***** Record set *****

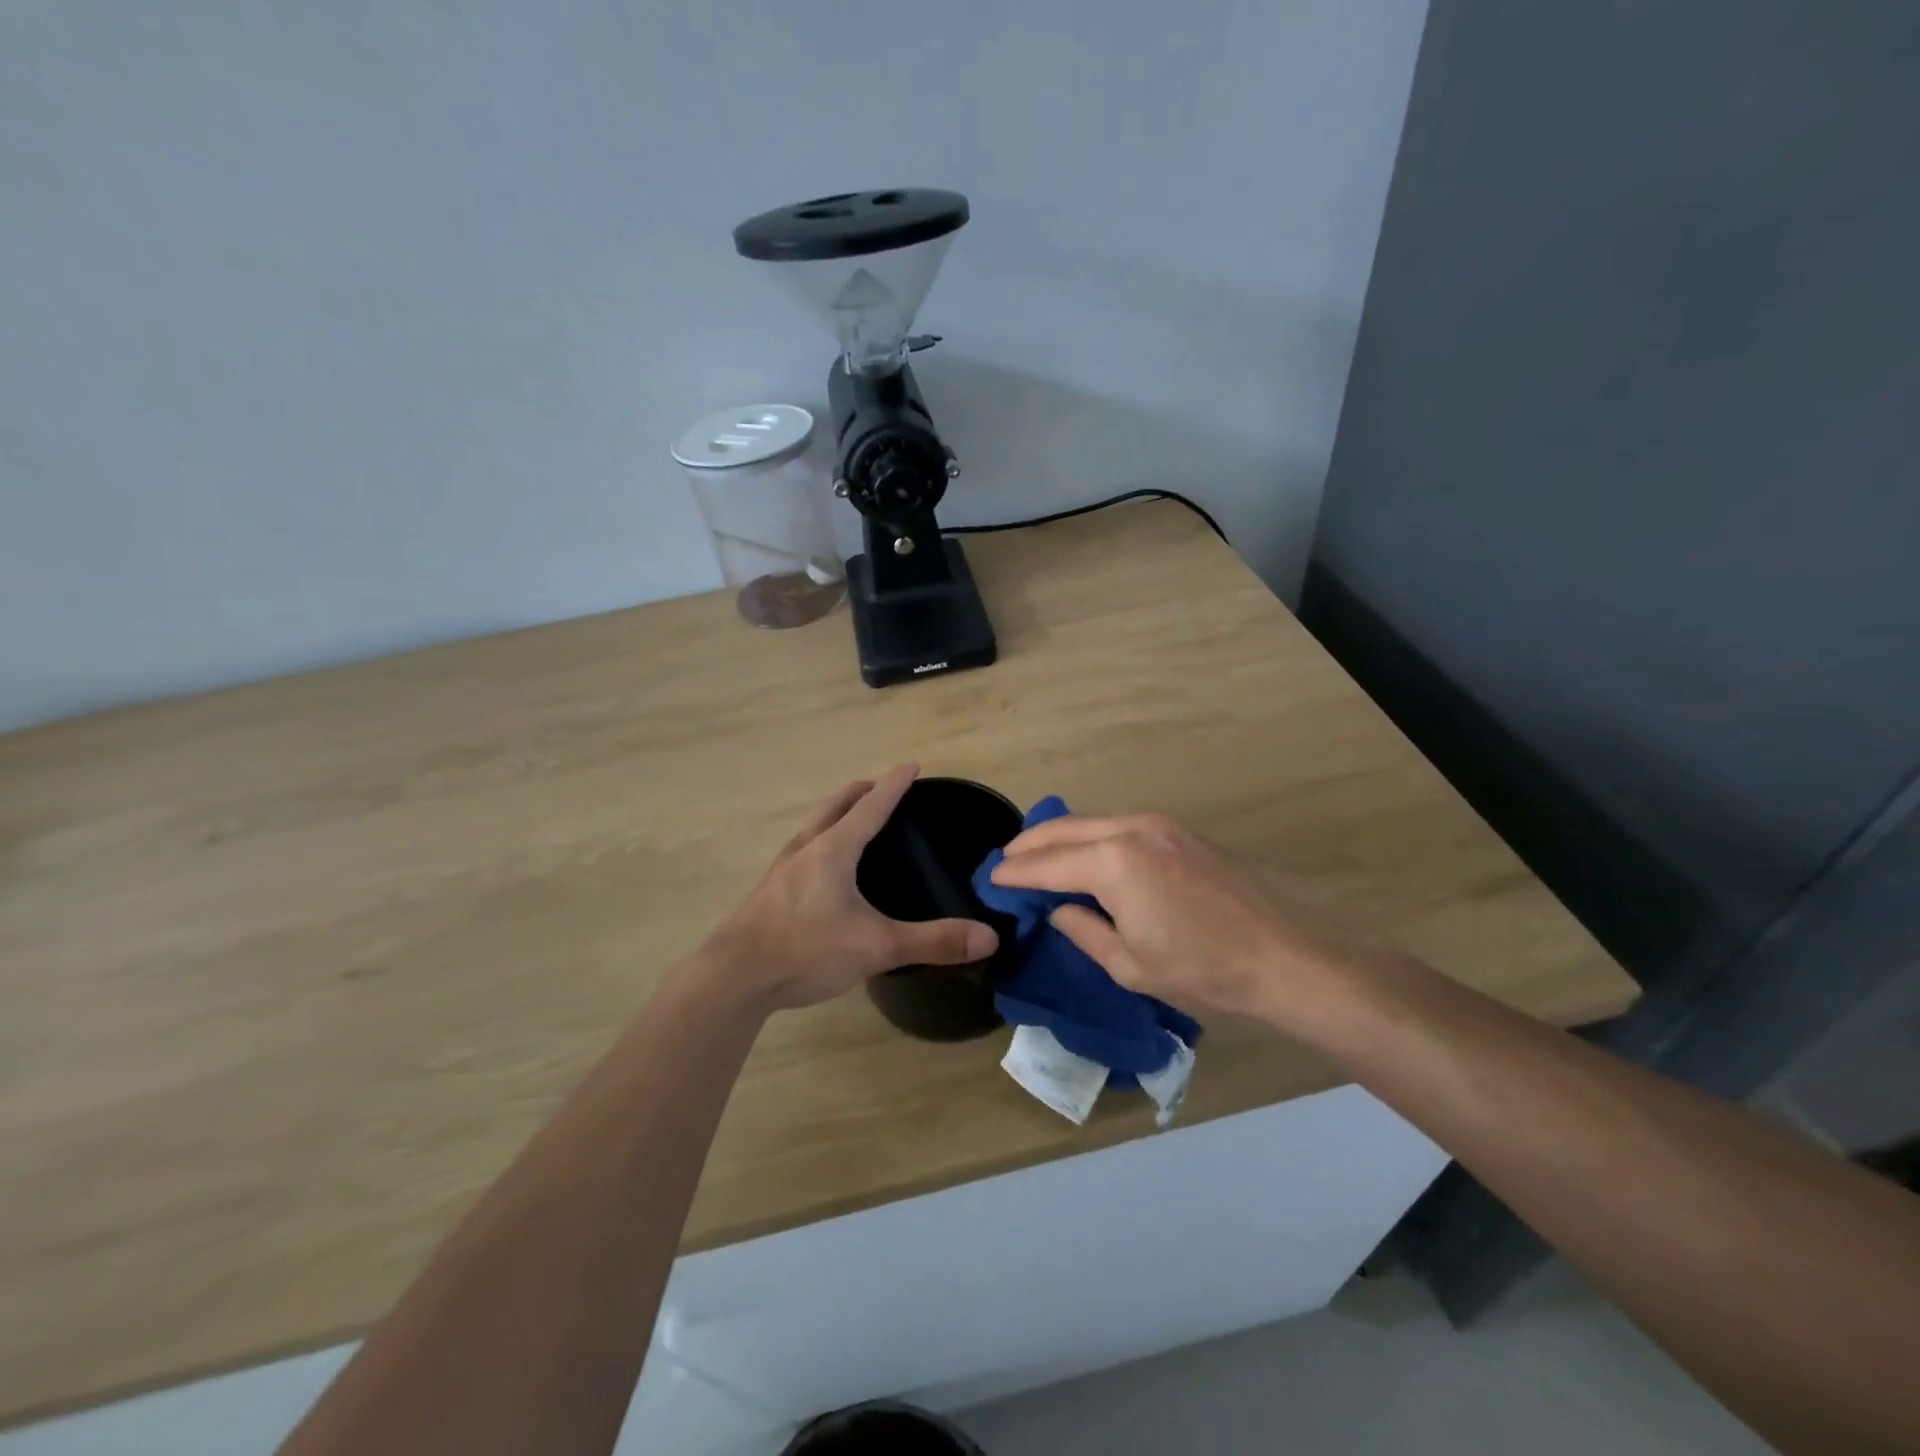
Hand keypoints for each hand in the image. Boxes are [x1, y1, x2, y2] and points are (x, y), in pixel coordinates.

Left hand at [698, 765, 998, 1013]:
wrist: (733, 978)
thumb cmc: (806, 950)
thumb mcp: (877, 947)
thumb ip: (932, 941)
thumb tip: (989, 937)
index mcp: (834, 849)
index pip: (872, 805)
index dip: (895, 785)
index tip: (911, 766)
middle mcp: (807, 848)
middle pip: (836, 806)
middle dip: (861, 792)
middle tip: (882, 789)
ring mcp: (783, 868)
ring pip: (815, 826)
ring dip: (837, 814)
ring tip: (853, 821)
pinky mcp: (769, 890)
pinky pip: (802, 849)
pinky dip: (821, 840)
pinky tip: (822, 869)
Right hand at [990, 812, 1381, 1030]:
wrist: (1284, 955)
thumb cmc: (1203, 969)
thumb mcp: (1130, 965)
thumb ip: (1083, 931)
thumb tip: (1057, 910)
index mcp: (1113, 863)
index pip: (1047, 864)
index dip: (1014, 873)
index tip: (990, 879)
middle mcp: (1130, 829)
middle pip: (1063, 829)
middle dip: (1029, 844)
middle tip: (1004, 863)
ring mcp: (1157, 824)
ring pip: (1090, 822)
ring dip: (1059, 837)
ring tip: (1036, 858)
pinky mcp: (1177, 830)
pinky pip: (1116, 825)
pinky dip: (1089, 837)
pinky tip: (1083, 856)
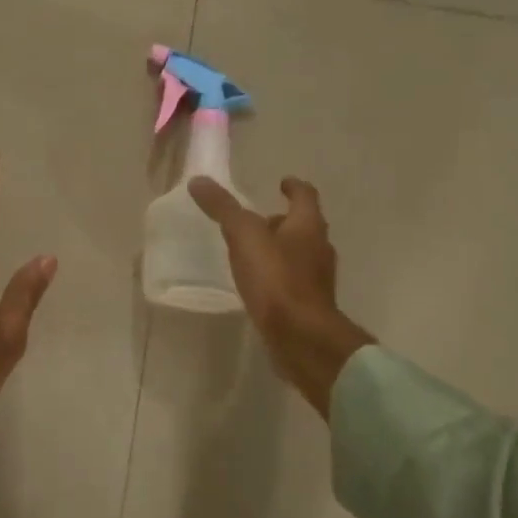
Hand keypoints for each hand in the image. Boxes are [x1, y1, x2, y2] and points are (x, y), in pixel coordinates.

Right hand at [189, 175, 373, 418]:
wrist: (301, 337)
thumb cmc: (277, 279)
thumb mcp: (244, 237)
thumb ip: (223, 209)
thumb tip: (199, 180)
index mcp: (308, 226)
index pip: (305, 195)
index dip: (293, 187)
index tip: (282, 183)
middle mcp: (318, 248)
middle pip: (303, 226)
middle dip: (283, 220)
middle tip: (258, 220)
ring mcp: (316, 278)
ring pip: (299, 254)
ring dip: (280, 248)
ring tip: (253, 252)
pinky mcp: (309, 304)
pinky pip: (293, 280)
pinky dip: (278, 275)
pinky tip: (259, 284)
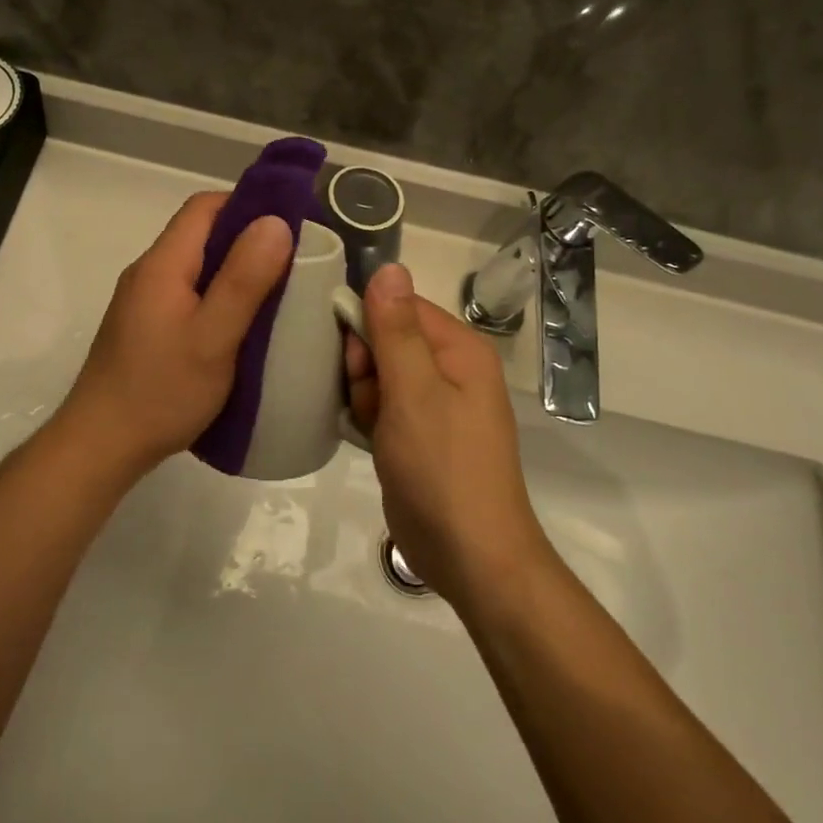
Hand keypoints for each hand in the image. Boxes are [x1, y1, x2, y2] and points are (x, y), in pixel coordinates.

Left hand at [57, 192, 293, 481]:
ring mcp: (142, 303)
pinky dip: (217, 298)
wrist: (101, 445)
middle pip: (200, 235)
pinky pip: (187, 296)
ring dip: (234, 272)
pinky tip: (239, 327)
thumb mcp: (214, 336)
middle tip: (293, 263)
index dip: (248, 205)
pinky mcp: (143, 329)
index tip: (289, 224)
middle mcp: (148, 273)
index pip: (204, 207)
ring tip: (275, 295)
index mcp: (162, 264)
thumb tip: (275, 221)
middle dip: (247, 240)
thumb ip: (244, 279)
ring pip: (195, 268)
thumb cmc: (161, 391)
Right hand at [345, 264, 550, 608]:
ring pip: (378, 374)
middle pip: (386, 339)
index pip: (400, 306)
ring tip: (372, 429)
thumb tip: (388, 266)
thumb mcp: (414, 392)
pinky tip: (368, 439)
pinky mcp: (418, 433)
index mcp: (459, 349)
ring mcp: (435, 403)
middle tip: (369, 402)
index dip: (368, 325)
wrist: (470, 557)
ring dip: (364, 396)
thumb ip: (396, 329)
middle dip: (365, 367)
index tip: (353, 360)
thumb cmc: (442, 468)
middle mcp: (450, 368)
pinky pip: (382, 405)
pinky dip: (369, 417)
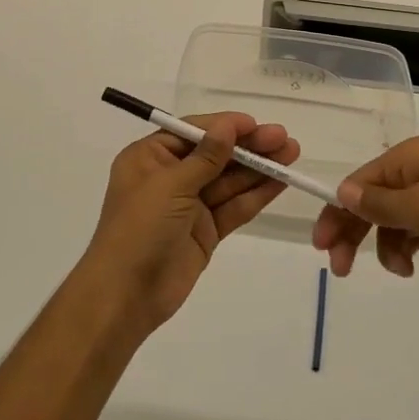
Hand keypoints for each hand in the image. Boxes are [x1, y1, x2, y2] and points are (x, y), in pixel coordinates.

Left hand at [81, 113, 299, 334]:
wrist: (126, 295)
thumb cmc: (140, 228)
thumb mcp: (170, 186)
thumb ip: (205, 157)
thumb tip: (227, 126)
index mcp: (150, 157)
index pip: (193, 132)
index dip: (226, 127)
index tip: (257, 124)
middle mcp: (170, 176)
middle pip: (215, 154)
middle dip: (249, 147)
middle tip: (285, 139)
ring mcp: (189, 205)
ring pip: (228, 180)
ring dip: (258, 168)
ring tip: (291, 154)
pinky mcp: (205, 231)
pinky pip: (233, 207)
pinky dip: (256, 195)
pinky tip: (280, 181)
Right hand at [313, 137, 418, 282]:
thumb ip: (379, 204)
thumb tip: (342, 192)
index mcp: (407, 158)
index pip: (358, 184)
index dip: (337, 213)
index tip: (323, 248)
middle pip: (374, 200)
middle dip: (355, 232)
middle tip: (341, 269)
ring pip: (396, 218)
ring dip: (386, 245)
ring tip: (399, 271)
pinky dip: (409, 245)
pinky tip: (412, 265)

*****

### Your assignment:
Using the records above, say how many lines contain the string "hand"; offer no other text.

### Answer box:
11